Riding – December through July – Part 3

Chasing sunrise again

Perhaps what we love the most about riding here is the spectacular scenery. Sometimes we want to pinch ourselves to see if we are dreaming – we feel so lucky to live here! (And often we can’t believe we are giving it up to live on the road for eight years…)

Before we started chasing sunrise again, we’d reach the golf course on A1A above Delray Beach just after the sun rose. Huge pine trees line the road on both sides of the golf course, more of them on the ocean side, giving frequent glimpses through the trees of the ever-changing water. As the sun rises, the red-gold light comes in horizontally through the pine trees, lighting up everything in its path; it highlights the oncoming cyclists against a brilliant background of red bougainvillea, giving them a luminous glow. Seeing it takes my breath away.

We started chasing sunrise again in early January. At 5:30, in the pitch black, the world is nearly deserted. Mists rise from the great expanse of lawn in the cemetery on cold days. The full moon highlights the roadways, ducking in and out of tree shadows, dusting the white above-ground-graves in the cemetery with an eerie glow.

As the lunar cycle changes, we have several days a month when we look to our left as the ghostly pale-gold moon sets over the Intracoastal in a faded blue sky, leaving a long trail of its pale-gold light reflected on the water. Then we look to our right to see the vivid red sun rising over the ocean, in a mass of pink and orange and gold clouds.

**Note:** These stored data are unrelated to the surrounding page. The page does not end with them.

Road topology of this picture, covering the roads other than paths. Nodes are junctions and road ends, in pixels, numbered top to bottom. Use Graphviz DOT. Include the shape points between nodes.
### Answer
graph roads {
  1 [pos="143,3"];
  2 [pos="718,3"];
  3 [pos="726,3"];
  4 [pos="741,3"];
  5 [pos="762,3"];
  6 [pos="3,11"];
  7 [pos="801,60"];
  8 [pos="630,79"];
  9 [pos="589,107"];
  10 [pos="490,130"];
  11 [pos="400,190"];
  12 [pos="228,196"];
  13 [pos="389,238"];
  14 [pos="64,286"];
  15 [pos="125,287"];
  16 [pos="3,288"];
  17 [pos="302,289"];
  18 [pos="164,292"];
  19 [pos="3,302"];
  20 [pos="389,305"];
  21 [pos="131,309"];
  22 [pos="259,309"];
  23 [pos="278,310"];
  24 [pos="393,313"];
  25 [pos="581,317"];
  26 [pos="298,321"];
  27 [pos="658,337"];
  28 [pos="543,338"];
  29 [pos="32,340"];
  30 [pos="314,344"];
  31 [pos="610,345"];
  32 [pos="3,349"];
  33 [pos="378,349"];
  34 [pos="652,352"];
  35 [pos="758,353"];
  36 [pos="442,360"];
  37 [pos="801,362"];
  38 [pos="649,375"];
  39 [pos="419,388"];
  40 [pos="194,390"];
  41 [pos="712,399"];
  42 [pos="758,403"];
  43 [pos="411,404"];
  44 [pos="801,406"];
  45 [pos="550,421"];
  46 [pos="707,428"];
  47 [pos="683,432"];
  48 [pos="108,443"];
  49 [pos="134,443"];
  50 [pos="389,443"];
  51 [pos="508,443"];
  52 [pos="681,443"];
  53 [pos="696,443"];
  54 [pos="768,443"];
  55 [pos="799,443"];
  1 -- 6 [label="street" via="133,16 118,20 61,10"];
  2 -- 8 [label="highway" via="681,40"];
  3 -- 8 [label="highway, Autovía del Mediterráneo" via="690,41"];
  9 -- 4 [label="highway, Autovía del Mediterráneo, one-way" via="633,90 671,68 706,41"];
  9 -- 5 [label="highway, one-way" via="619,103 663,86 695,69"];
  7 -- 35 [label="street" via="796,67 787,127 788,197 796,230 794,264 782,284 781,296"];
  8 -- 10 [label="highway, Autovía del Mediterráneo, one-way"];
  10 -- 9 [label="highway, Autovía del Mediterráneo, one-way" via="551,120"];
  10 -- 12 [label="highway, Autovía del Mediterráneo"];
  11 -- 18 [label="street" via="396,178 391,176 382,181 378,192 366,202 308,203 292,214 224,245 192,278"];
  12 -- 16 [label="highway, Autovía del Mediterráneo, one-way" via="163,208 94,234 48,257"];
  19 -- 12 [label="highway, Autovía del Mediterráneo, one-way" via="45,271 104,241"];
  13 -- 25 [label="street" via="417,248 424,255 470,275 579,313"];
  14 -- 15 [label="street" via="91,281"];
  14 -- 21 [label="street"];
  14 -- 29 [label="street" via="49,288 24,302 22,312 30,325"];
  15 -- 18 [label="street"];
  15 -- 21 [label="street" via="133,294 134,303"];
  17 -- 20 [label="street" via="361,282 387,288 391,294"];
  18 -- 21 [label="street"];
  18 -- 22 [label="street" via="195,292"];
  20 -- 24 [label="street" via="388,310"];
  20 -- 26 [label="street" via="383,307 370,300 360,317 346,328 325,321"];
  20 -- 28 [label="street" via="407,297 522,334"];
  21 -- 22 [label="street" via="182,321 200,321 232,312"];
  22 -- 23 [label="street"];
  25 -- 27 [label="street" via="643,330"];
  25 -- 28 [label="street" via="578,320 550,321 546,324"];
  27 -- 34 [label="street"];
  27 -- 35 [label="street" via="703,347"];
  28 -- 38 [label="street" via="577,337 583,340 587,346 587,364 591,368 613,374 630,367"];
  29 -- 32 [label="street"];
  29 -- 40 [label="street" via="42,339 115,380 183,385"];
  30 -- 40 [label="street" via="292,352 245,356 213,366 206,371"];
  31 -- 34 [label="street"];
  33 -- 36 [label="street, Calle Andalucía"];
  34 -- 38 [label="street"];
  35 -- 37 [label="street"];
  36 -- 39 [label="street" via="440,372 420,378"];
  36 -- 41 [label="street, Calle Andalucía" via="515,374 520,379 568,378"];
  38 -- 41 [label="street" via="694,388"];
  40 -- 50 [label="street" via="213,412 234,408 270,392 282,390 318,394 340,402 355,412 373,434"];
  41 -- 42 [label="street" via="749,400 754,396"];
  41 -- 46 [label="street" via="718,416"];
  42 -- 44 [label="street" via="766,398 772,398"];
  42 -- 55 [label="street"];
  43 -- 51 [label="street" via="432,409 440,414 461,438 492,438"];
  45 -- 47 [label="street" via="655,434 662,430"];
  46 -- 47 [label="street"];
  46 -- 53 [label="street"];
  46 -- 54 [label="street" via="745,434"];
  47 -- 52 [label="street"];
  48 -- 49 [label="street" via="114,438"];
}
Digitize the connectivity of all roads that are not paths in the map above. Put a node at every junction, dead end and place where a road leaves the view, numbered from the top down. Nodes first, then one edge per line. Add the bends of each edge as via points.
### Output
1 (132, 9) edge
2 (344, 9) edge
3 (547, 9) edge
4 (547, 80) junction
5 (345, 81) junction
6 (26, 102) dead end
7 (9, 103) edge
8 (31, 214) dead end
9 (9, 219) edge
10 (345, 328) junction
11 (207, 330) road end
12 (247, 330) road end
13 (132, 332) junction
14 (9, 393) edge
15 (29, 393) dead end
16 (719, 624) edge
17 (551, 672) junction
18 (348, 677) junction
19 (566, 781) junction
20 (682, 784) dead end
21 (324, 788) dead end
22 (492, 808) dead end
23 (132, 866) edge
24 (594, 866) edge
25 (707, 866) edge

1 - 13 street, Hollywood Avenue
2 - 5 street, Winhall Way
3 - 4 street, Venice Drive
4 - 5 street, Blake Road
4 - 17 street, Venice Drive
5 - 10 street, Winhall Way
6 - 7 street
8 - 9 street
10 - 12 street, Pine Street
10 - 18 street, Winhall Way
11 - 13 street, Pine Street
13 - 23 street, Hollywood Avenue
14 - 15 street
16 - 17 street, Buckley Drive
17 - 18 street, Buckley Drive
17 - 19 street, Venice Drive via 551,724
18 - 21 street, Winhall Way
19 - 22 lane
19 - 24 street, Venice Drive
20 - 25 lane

The Intracoastal and the ocean are especially beautiful when the winds are calm – both bodies of water are completely flat as far as the eye can see and everything is reflected in a perfect mirror image off the water. That’s when I wish we had a video camera.

The calm days are most often when we’ll see huge fish jumping, manatees in the Intracoastal, and dolphins in the ocean.

When the winds are from the east, we get the briny smell of the ocean and we hear the waves slapping on the beach. Passing the sailboats stored on Delray Beach, we hear the sailboat riggings clanking and creaking in the breeze. The east breeze also brings us the smells of bacon, fresh coffee, pastries, and hash browns floating out of the Caffe Luna Rosa and the Marriot Hotel kitchens on A1A and Atlantic Ave as the restaurant crews get an early start on the day.

One black pre-dawn morning Chelsea and rode the entire length of Delray Beach with huge dark clouds building up over the ocean on our right. Spectacular flashes of lightning lit up the clouds non-stop. We had a front row seat to a quiet, incredible fireworks display.

When we reach Ocean Ave, a few miles further up north, we run into a group of hard-core cyclists with a regular weekly schedule of training rides (I’d bet my cycling socks that they race). Never fewer than five, and often as many as ten in the group, these guys are committed to riding hard and fast. Each of them rides with two rear red flashing lights on their bikes, jerseys, or helmets, and one white light on their handlebars or helmets.

It’s eerie seeing them in the pitch black. They come out of nowhere; the first we know they’re near is a shouted call “Riders up!”, followed instantly by the click and whir of chains and gears as they fly by us. The riders are hunched in silence over their bikes, with red rear lights flashing, riding in an amorphous pool of white light on the ground, looking like an alien space ship that just dropped from the sky and is winding its way steadily along the roadway.